Hidden Tresses

"I wear a hat at night." She says it matter-of-factly.

"You wear a hat to bed?" I try not to sound shocked. She's not Chasidic, she's not even Chareidi. It seems rather extreme to me.

"Yes, I decided to keep my hair covered at all times."

That's the point when naughty questions pop into my head, like when exactly does she show her hair, but I bite them back, being the nice frum girl/woman I am.

"Oh." I say instead. "I don't cover my hair at home."

"Unless we have guests of course." I add. I've got my reputation to mantain.

"Of course" She says.

"I mean it's a good thing, covering your hair all the time, I guess… There's that story with the woman who merited torah scholar sons because the walls of her house never saw her hair…" It's a Bais Yaacov classic. I always hated it, but that part I leave out.

The conversation leaves me thinking.

I don't cover my hair at all, except when I have to, i.e. I'm outside, or there are (non related) men around. (Halachically I heard that in her own home a woman doesn't have to cover her hair even if there are strange men around, but I'm not going that far, it would make them, and me, uncomfortable. )

It's hard enough covering for a woman to cover her hair, so why make it even more difficult?
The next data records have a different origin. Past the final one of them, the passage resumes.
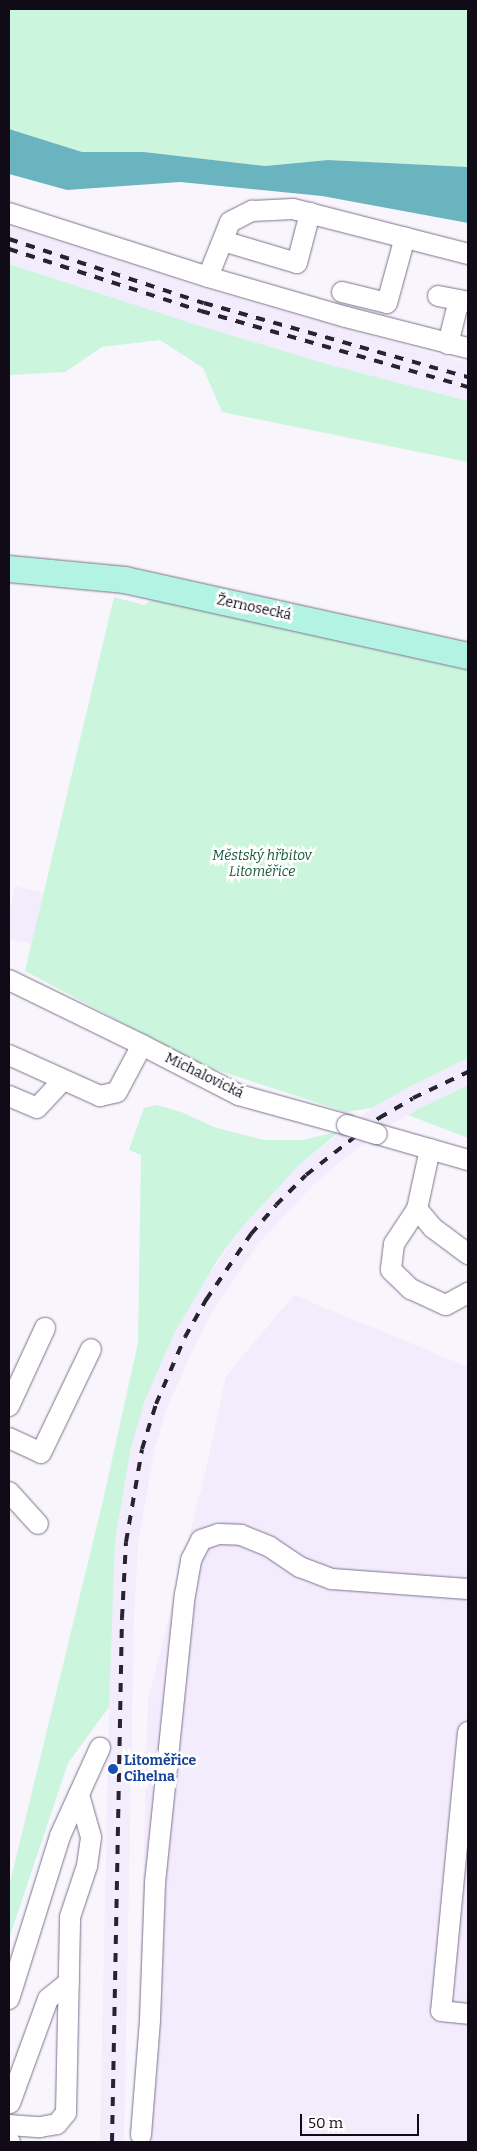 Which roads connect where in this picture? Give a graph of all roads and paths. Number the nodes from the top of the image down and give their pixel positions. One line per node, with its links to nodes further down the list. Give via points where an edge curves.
1 (9, 213): 6 (street)
2 (310, 213): 3 (street); 4 (street, via 294,209 252,211 230,222); 4 (street, via 296,263)
3 (404, 237): 5 (street); 7 (street, via 387,303)
4 (223, 241): 6 (street)
5 (468, 254)
6 (208, 277): 10 (street)
7 (342, 292)
8 (438, 296): 9 (street)
9 (464, 301): 10 (street)
10 (448, 344): 11 (street)
11 (468, 348)
12 (9, 569): 13 (main road, Žernosecká, via 125,580)
13 (468, 656)
14 (9, 980): 15 (street, Michalovická)
15 (142, 1045): 17 (street, via 117,1092 100,1096); 19 (street, Michalovická, bridge, via 239,1095)
16 (9, 1055): 17 (street)
17 (63, 1080): 18 (street, via 37,1108)
18 (9, 1096)
19 (430, 1150): 20 (street, Michalovická); 21 (street)
20 (468, 1160)
21 (417, 1209): 22 (street, via 433,1228); 23 (street, via 394,1244 391,1270 411,1289 446,1305)
22 (468, 1254)
23 (468, 1292)
24 (45, 1328): 26 (street)
25 (91, 1349): 27 (street, via 40,1453)
26 (9, 1406)
27 (9, 1438)
28 (9, 1492): 29 (street)
29 (38, 1524)
30 (468, 1589): 39 (street, via 332,1579 240,1535 218,1534 201,1540 191,1560 185,1594 155,1883 150,2020)
31 (468, 1732): 36 (street, via 441,2011)
32 (100, 1748): 33 (street)
33 (79, 1795): 34 (street, via 91,1837 87,1866 70,1917); 35 (street, via 60,1836)
34 (69, 1982): 37 (street, via 48,1999); 38 (street, via 66,2113 57,2124 40,2128)
35 (9, 1999)
36 (468, 2014)
37 (10, 2103)
38 (9, 2125)
39 (141, 2135)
Or am I missing something here?

Maybe the reason is logistical - when there are older kids around, it confuses them to see their mother without a head covering?

And maybe there really is some mystical Tznius benefit?

It's a bit like the great "what to wear to the separate swimming pool" debate. It's about extra sensitivity. What can I say, I don't have it yet.

So what do you do, or plan to do, in your homes- bare it or share it?

Comments

  1. I'm a little surprised at your surprise. Granted it's weird she wears a hat because how does one sleep in a hat? But sleeping in a tichel is not strange at all...I know people who do, and I know people who don't. As someone I know who always covers holds: It's brought brocha into my home.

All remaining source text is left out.